Manipulation of metabolic state

Participants were tested in a within-subjects counterbalanced, randomized crossover design for the effects of food deprivation on planning (Fig. 1B). Sessions were approximately 1 week apart (at least 4 days, but no more than 14 days). All sessions took place at the same time of day between 10:00 am and 1:00 pm, to minimize time-of-day effects. For one session, participants were asked to refrain from eating and drinking caloric drinks from 8:00 pm the night prior to testing. For the other session, participants were asked to eat normally the day before and consume a full breakfast within 1 h of arriving at the lab for testing.
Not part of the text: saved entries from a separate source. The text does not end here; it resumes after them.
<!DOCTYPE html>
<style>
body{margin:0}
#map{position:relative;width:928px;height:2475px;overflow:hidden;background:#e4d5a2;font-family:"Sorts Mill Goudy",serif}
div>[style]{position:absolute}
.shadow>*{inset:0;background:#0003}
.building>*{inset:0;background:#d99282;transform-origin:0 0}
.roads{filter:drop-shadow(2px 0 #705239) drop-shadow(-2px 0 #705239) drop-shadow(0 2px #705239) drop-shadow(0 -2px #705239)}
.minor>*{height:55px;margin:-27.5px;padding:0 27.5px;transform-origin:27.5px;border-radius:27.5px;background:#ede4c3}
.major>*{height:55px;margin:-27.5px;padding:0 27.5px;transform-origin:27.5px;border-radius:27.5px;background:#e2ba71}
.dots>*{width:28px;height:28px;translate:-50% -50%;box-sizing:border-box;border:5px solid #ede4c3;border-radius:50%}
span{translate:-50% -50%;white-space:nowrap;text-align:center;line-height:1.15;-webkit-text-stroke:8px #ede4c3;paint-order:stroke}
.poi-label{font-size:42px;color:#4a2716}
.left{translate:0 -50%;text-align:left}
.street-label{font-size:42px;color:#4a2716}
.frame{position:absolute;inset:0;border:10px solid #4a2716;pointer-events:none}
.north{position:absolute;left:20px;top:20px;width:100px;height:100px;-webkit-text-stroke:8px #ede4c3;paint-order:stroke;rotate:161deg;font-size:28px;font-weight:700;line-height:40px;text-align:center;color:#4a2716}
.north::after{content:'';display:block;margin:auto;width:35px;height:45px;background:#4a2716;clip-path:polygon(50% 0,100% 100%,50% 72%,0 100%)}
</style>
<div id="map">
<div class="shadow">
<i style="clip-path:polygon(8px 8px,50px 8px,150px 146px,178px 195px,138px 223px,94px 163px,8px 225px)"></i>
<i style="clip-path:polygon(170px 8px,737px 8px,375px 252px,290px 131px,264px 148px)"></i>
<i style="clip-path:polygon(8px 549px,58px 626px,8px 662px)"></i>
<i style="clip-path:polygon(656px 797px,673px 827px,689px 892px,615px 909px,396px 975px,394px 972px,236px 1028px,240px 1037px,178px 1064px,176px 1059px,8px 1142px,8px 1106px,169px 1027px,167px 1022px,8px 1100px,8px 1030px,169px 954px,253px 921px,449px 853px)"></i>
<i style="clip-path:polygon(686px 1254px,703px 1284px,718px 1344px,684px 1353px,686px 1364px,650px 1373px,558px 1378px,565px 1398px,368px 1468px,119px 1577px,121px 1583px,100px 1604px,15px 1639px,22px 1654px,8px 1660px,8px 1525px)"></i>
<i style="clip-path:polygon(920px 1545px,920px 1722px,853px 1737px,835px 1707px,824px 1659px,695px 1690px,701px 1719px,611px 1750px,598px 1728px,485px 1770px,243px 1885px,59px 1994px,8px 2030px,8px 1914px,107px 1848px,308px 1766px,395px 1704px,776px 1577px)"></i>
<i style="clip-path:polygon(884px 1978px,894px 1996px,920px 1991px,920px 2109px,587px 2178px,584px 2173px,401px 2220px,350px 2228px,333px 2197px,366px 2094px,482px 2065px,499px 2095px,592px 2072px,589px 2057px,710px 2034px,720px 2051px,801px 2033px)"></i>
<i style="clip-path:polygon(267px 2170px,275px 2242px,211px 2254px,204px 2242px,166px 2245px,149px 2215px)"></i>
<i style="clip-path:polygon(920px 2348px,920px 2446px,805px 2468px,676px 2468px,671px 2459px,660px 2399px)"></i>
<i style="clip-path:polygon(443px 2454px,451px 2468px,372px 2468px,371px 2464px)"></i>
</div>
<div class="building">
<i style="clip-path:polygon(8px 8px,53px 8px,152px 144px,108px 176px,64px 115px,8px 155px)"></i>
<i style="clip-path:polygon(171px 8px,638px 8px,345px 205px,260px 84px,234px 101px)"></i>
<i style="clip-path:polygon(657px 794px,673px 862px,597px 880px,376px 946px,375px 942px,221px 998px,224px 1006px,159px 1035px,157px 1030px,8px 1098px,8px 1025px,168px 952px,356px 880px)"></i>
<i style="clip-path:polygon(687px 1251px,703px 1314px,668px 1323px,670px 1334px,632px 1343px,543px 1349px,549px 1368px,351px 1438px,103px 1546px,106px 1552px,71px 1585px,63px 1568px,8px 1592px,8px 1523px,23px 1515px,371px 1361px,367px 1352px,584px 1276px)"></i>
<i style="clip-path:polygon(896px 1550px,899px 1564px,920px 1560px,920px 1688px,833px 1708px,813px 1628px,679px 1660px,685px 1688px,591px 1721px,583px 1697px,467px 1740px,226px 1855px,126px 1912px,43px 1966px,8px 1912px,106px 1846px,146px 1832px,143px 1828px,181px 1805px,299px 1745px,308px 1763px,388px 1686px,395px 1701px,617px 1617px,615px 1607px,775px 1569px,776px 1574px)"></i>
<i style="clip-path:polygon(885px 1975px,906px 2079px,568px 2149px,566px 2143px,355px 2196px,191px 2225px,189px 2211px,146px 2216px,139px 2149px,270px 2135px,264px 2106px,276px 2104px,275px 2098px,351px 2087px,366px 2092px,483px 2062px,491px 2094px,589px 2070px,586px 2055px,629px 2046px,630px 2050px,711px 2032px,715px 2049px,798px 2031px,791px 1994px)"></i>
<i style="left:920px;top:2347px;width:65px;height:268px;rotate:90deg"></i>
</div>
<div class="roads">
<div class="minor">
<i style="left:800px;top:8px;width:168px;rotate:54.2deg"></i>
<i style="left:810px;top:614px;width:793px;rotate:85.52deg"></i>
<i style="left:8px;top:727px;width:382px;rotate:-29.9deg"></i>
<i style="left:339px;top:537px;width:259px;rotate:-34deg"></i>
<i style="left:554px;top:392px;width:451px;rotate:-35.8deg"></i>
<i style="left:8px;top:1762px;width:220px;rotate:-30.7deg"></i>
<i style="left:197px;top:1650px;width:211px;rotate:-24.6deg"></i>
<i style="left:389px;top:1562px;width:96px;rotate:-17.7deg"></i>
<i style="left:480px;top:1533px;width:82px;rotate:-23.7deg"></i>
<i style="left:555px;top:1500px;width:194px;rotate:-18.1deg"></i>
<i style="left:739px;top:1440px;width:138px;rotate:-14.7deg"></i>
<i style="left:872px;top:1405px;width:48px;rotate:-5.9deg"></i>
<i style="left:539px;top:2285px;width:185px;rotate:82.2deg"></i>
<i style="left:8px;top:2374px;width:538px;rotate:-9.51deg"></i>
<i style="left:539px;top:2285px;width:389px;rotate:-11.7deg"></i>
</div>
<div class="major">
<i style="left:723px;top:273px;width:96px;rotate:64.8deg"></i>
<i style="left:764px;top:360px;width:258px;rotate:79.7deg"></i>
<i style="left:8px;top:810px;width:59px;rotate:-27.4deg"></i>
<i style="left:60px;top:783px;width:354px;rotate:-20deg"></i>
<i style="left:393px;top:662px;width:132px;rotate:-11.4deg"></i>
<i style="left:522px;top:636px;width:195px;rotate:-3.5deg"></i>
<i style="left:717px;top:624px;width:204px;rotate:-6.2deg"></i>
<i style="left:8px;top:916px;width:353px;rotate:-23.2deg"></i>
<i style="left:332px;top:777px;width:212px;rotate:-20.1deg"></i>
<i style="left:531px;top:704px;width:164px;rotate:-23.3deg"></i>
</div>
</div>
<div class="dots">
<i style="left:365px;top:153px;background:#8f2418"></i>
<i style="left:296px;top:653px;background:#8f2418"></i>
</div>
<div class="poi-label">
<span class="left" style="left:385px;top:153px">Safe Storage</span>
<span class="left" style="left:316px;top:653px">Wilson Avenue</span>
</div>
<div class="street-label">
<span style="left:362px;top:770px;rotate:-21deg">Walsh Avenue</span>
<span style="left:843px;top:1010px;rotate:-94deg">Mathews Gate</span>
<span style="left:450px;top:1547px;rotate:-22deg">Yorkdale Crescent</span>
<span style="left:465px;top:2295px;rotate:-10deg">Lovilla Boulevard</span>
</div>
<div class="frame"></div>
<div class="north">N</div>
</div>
We assessed the effect of food deprivation on self-reported feelings of hunger and mental state using a computerized Visual Analogue Scale (Bond & Lader, 1974; Flint et al., 2000). Participants were asked to place a cursor on a 100-mm scale with positive or negative text ratings anchored at either end. This assessment provided a subjective measure of whether the manipulation worked. Participants also performed a risk-taking, attention and learning task not described in this paper.

Paradigm

In the two-step task, participants make a series of choices between two stimuli, which lead probabilistically to one of two second-stage states (Fig. 1A). Each first-stage rocket leads more frequently (70%) to one of the second-stage states (a “common” transition), and in a minority of the choices (30%) to the other second-stage state (a “rare” transition). These second-stage states require a choice between two aliens that offer different probabilities of obtaining a monetary reward. To encourage learning, the reward probabilities for each second-stage alien fluctuated across trials between 25% and 75% according to a Gaussian random walk (Daw et al., 2011).

To solve this task, a model-free strategy would involve choosing the same rocket when it previously resulted in a reward. This would occur irrespective of whether the transition to the second-stage was common or rare (i.e., whether the planet was expected or unexpected), because the model-free system is insensitive to the structure of state transitions within the task. In contrast, a model-based strategy would necessitate switching to the other rocket after a reward, if the transition was a rare one (i.e., if the chosen rocket went to the unexpected planet). This is because participants can use their model of which rocket tends to lead to which planet, to maximize their chances of obtaining future rewards.

The task consisted of 201 trials, divided into three blocks of 67 trials separated by short breaks. If participants failed to enter a choice for a first or second-stage choice within 2 s, the trial was aborted and not included in further analyses. A new set of randomly drifting reward distributions was generated for each participant. Participants received 1 pence for every point they earned.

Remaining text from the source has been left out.